====== The input ======

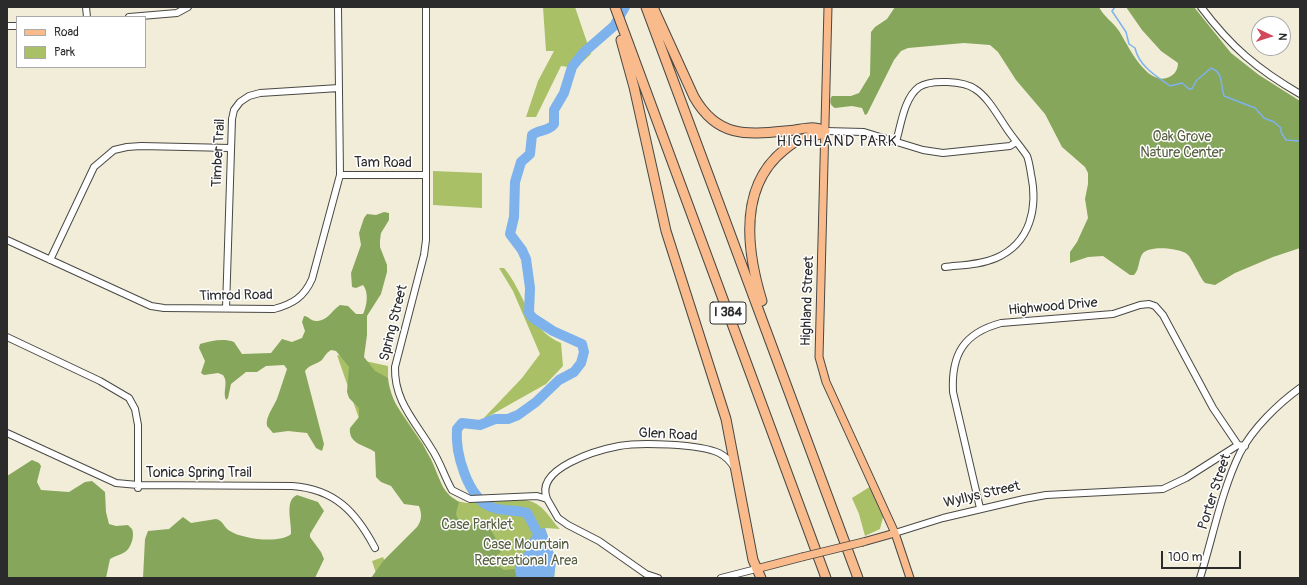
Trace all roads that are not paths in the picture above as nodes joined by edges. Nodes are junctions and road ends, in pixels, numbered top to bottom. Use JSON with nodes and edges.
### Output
{"nodes":[{"id":1,"x":188,"y":7,"type":"edge"},
{"id":2,"x":338,"y":7,"type":"edge"},
{"id":3,"x":426,"y":7,"type":"edge"},
{"id":4,"x":614,"y":7,"type":"edge"},
{"id":5,"x":828,"y":7,"type":"edge"},
{"id":6,"x":1201,"y":7,"type":"edge"},
{"id":7,"x":650,"y":9,"type":"edge"},
{"id":8,"x":145,"y":16,"type":"edge"},
{"id":9,"x":627,"y":51,"type":"junction"},
{"id":10,"x":339,"y":88,"type":"junction"},
{"id":11,"x":1300,"y":94,"type":"edge"},
{"id":12,"x":825,"y":131,"type":"junction"},
{"id":13,"x":896,"y":142,"type":"junction"},
{"id":14,"x":1016,"y":142,"type":"junction"},
{"id":15,"x":230,"y":148,"type":"junction"},
{"id":16,"x":426,"y":174,"type":"junction"},
{"id":17,"x":340,"y":175,"type":"junction"},
{"id":18,"x":8,"y":241,"type":"edge"},
{"id":19,"x":50,"y":260,"type":"junction"},
{"id":20,"x":945,"y":266,"type":"dead end"},
{"id":21,"x":226,"y":308,"type":"junction"},
{"id":22,"x":7,"y":337,"type":"edge"},
{"id":23,"x":771,"y":341,"type":"junction"},
{"id":24,"x":1300,"y":388,"type":"edge"},
{"id":25,"x":7,"y":433,"type":"edge"},
{"id":26,"x":1241,"y":446,"type":"junction"},
{"id":27,"x":736,"y":470,"type":"junction"},
{"id":28,"x":138,"y":486,"type":"junction"},
{"id":29,"x":547,"y":499,"type":"junction"},
{"id":30,"x":980,"y":508,"type":"junction"},
{"id":31,"x":895,"y":533,"type":"junction"},
{"id":32,"x":375,"y":548,"type":"dead end"},
{"id":33,"x":756,"y":569,"type":"junction"},
{"id":34,"x":658,"y":578,"type":"edge"},
{"id":35,"x":721,"y":578,"type":"edge"},
{"id":36,"x":761,"y":578,"type":"edge"},
{"id":37,"x":826,"y":578,"type":"edge"},
{"id":38,"x":858,"y":578,"type":"edge"},
{"id":39,"x":910,"y":578,"type":"edge"},
{"id":40,"x":1200,"y":578,"type":"edge"}],
"edges":[{"from":1,"to":8,"type":"street"},
{"from":2,"to":10,"type":"street","name":"Timrod Road"},
{"from":3,"to":16,"type":"street","name":"Spring Street"},
{"from":4,"to":9,"type":"highway"},
{"from":5,"to":12,"type":"main road","name":"Highland Street"},
{"from":6,"to":11,"type":"street"},
{"from":7,"to":12,"type":"highway"},
{"from":7,"to":23,"type":"highway","number":"I 384"},
{"from":9,"to":27,"type":"highway"},
{"from":9,"to":37,"type":"highway","number":"I 384"},
{"from":10,"to":15,"type":"street","name":"Timber Trail"},
{"from":10,"to":17,"type":"street","name":"Timrod Road"},
{"from":12,"to":13,"type":"street"},
{"from":12,"to":23,"type":"highway"},
{"from":12,"to":31,"type":"main road","name":"Highland Street"},
{"from":13,"to":14,"type":"street"},
{"from":13,"to":14,"type":"street"},
{"from":14,"to":20,"type":"street"},
{"from":15,"to":19,"type":"street"},
{"from":15,"to":21,"type":"street","name":"Timber Trail"},
{"from":16,"to":17,"type":"street","name":"Tam Road"},
{"from":16,"to":29,"type":"street","name":"Spring Street"},
{"from":17,"to":21,"type":"street","name":"Timrod Road"},
{"from":18,"to":19,"type":"street","name":"Timrod Road"},
{"from":19,"to":21,"type":"street","name":"Timrod Road"},
{"from":22,"to":28,"type":"street"},
{"from":23,"to":38,"type":"highway","number":"I 384"},
{"from":24,"to":26,"type":"street","name":"Porter Street"},
{"from":25,"to":28,"type":"street","name":"Tonica Spring Trail"},
{"from":26,"to":30,"type":"street","name":"Wyllys Street"},
{"from":26,"to":30,"type":"street","name":"Highwood Drive"},
{"from":26,"to":40,"type":"street","name":"Porter Street"},
{"from":27,"to":29,"type":"street","name":"Glen Road"},
{"from":27,"to":33,"type":"highway"},
{"from":28,"to":32,"type":"street","name":"Tonica Spring Trail"},
{"from":29,"to":34,"type":"street"},
{"from":30,"to":31,"type":"street","name":"Wyllys Street"},
{"from":31,"to":33,"type":"main road","name":"Wyllys Street","bridge":true},
{"from":31,"to":39,"type":"main road","name":"Highland Street"},
{"from":33,"to":35,"type":"street","name":"Wyllys Street"},
{"from":33,"to":36,"type":"highway"}]}
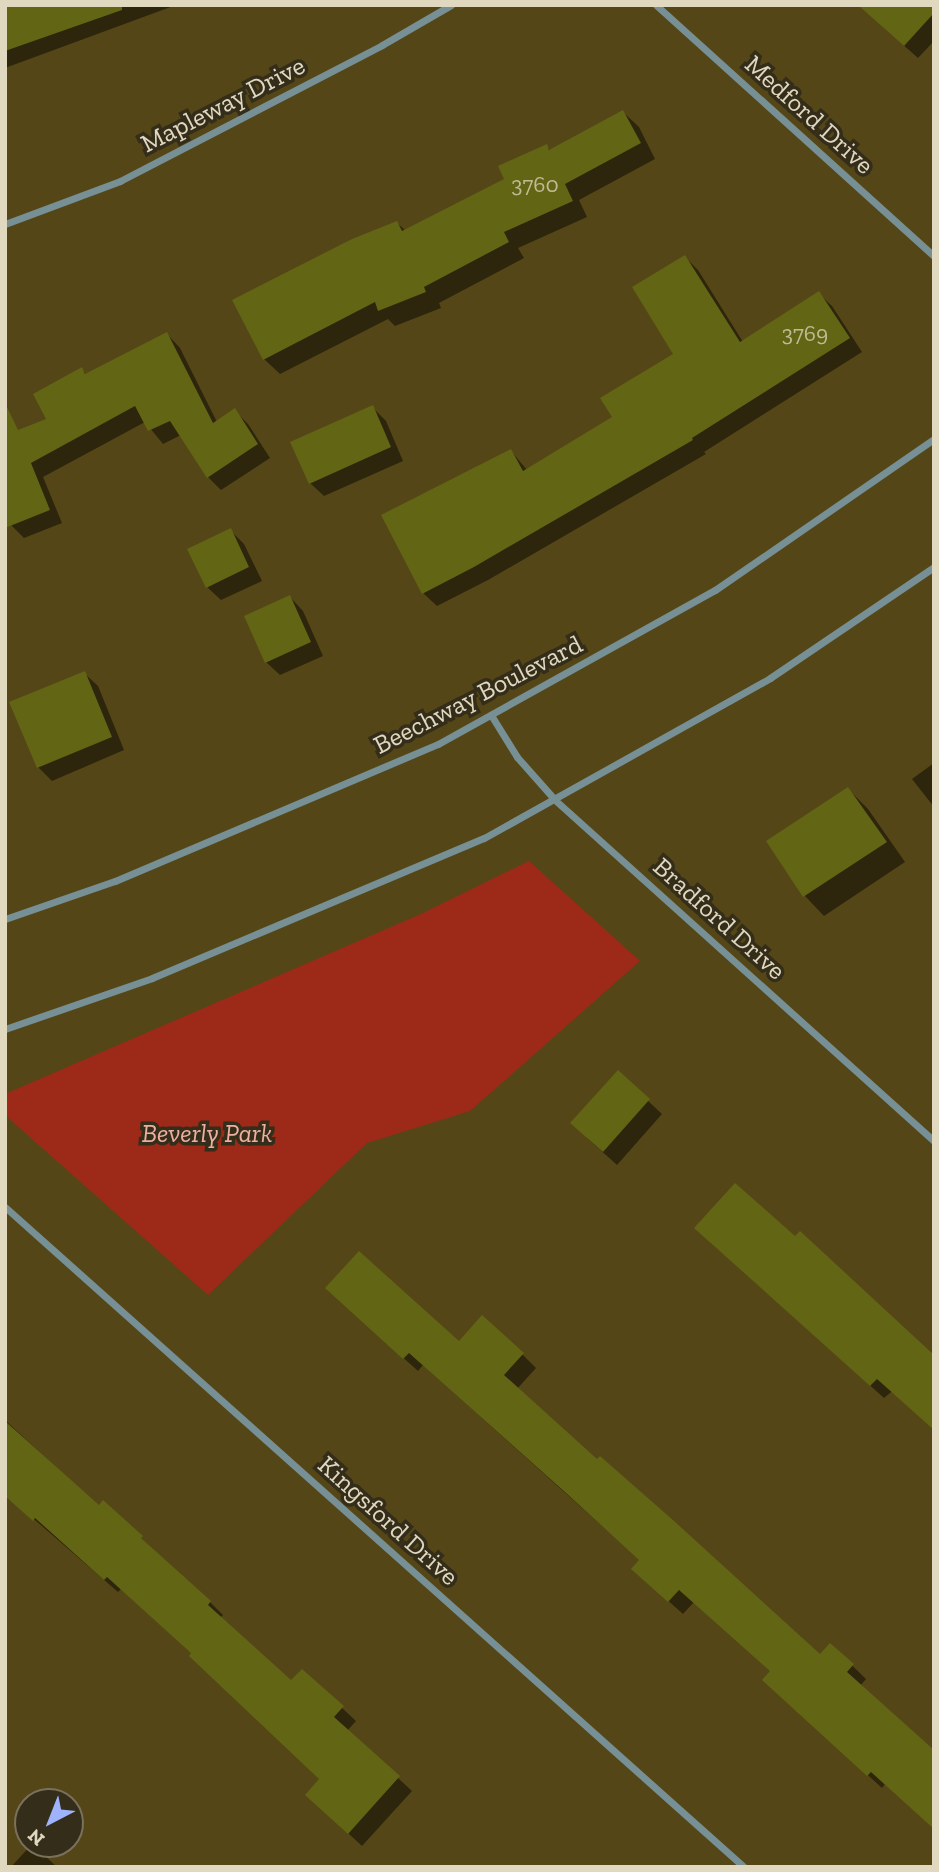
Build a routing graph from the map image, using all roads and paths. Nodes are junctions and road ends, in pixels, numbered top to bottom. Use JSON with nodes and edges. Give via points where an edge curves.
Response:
{"nodes":[{"id":1,"x":451,"y":5,"type":"edge"},
{"id":2,"x":656,"y":5,"type":"edge"},
{"id":3,"x":5,"y":224,"type":"edge"},
{"id":4,"x":934,"y":256,"type":"edge"},
{"id":5,"x":934,"y":439,"type":"edge"},
{"id":6,"x":934,"y":567,"type":"edge"},
{"id":7,"x":491,"y":715,"type":"junction"},
{"id":8,"x":555,"y":800,"type":"junction"},
{"id":9,"x":5,"y":919,"type":"edge"},
{"id":10,"x":5,"y":1029,"type":"edge"},
{"id":11,"x":934,"y":1141,"type":"edge"},
{"id":12,"x":5,"y":1208,"type":"edge"},
{"id":13,"x":744,"y":1867,"type":"edge"}],
"edges":[{"from":1,"to":3,"type":"street","name":"Mapleway Drive","via":[[120,181]]},
{"from":2,"to":4,"type":"street","name":"Medford Drive"},
{"from":5,"to":7,"type":"street","name":"Beechway Boulevard","via":[[715,590]]},
{"from":6,"to":8,"type":"street","via":[[771,678]]},
{"from":7,"to":8,"type":"street","name":"Bradford Drive","via":[[517,757]]},
{"from":7,"to":9,"type":"street","name":"Beechway Boulevard","via":[[438,744],[266,818],[115,881]]},
{"from":8,"to":10,"type":"street","via":[[484,838],[152,978]]},
{"from":8,"to":11,"type":"street","name":"Bradford Drive"},
{"from":12,"to":13,"type":"street","name":"Kingsford Drive"}]}
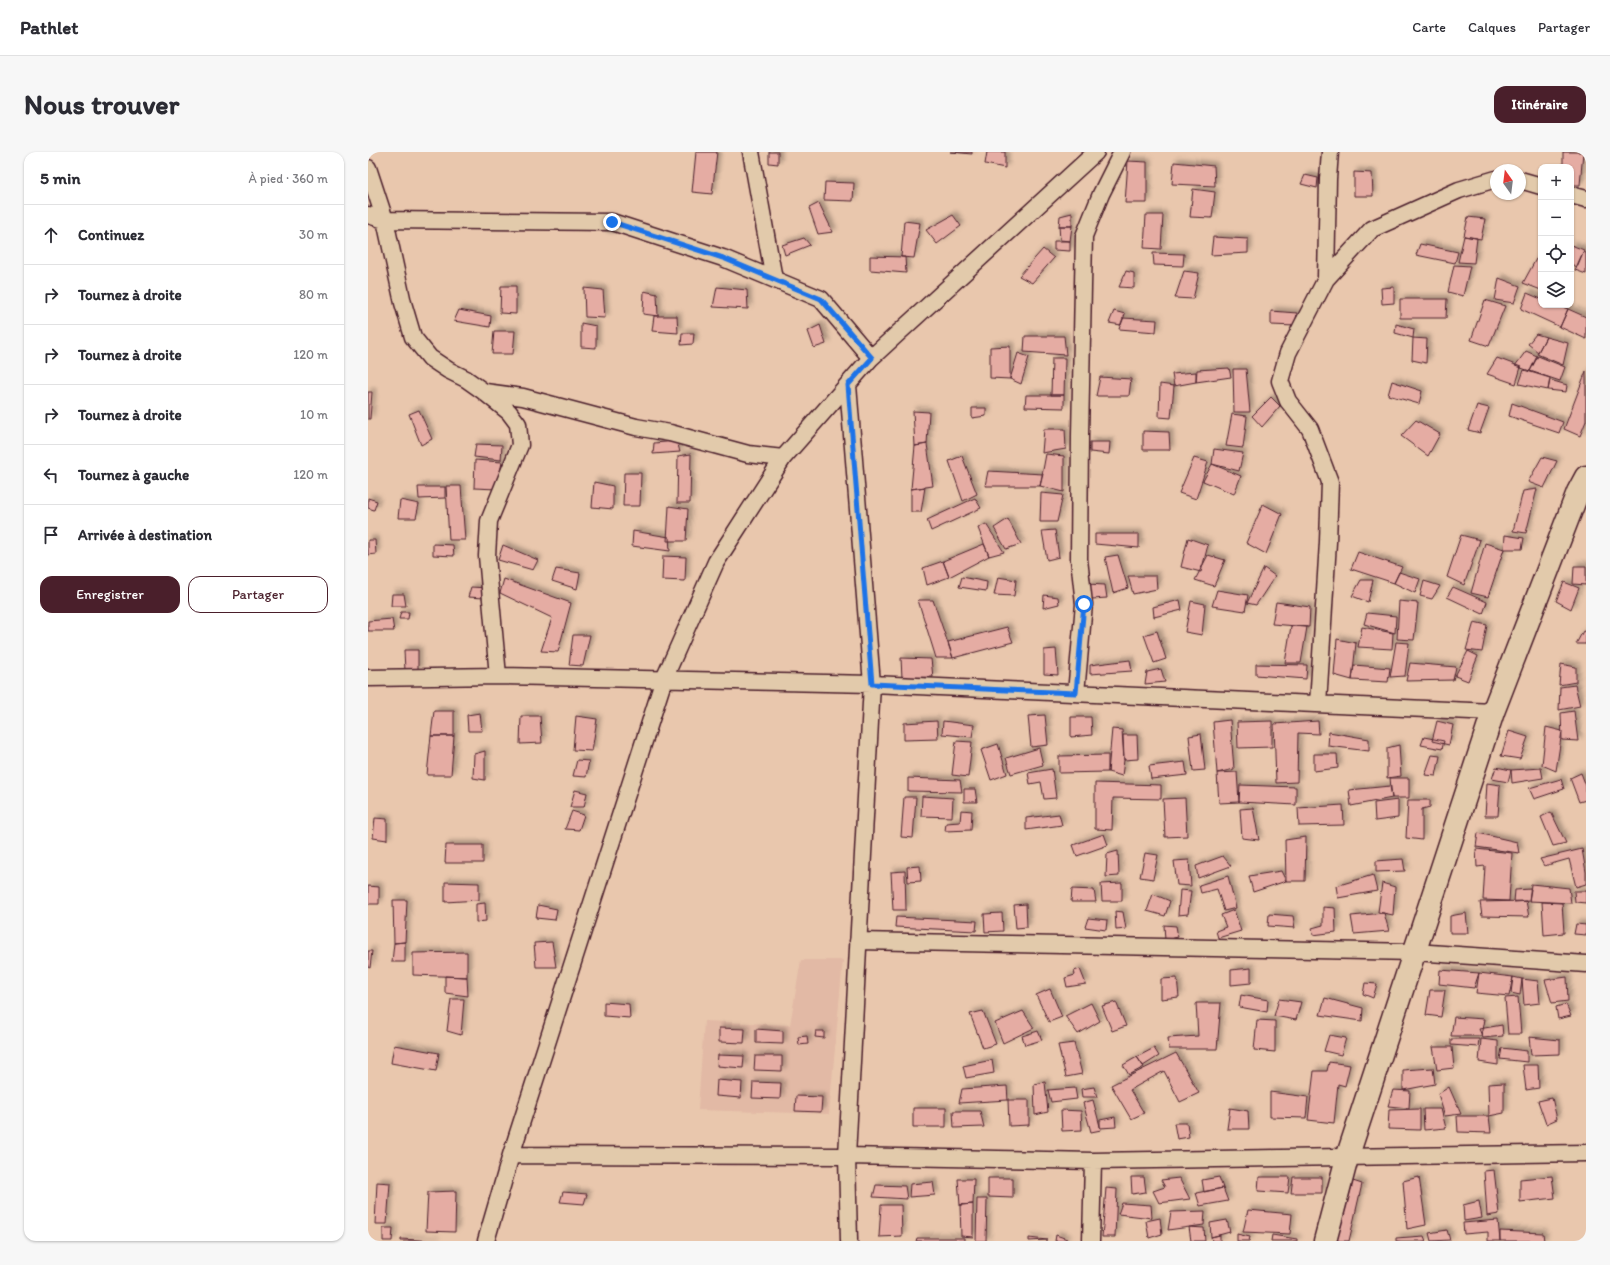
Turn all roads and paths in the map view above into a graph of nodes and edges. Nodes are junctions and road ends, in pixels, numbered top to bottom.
1 (751, 152) edge
2 (1096, 152) edge
3 (1122, 152) edge
4 (1330, 152) edge
5 (368, 168) edge
6 (1490, 181) edge
7 (1526, 182) edge
8 (1538, 185) edge
9 (1574, 196) edge
10 (1586, 199) edge
11 (368, 215) edge
12 (385, 220) junction
13 (774, 279) junction
14 (1326, 279) junction
15 (872, 358) junction
16 (848, 385) junction
17 (483, 391) junction
18 (783, 458) junction
19 (1586, 477) edge
20 (498, 676) junction
21 (368, 678) edge
22 (664, 679) junction
23 (872, 684) junction
24 (1076, 693) junction
25 (1318, 704) junction
26 (1493, 712) junction
27 (858, 941) junction
28 (1415, 952) junction
29 (1586, 964) edge
30 (1586, 1153) edge
31 (511, 1155) junction
32 (847, 1156) junction
33 (1347, 1158) junction
34 (1093, 1161) junction
35 (486, 1241) edge
36 (849, 1241) edge
37 (1091, 1241) edge
38 (1325, 1241) edge

1 - 13 street
2 - 15 street
3 - 24 street
4 - 14 street
5 - 12 street
6 - 14 street
7 - 8 street
9 - 10 street
11 - 12 street
12 - 13 street
12 - 17 street
13 - 15 street
14 - 25 street
15 - 16 street
16 - 18 street
16 - 23 street
17 - 18 street
17 - 20 street
18 - 22 street
19 - 26 main road
20 - 21 street
20 - 22 street
22 - 23 street
22 - 31 street
23 - 24 street
23 - 27 street
24 - 25 street
25 - 26 street
26 - 28 main road
27 - 28 street
27 - 32 street
28 - 29 street
28 - 33 main road
30 - 33 street
31 - 32 street
31 - 35 street
32 - 34 street
32 - 36 street
33 - 34 street
33 - 38 main road
34 - 37 street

======

What the task asks:
Search the listing above for "with" and copy every line that has it.

Written answer:
Trace all roads that are not paths in the picture above as nodes joined by edges. Nodes are junctions and road ends, in pixels, numbered top to bottom. Use JSON with nodes and edges.
Build a routing graph from the map image, using all roads and paths. Nodes are junctions and road ends, in pixels, numbered top to bottom. Use JSON with nodes and edges. Give via points where an edge curves.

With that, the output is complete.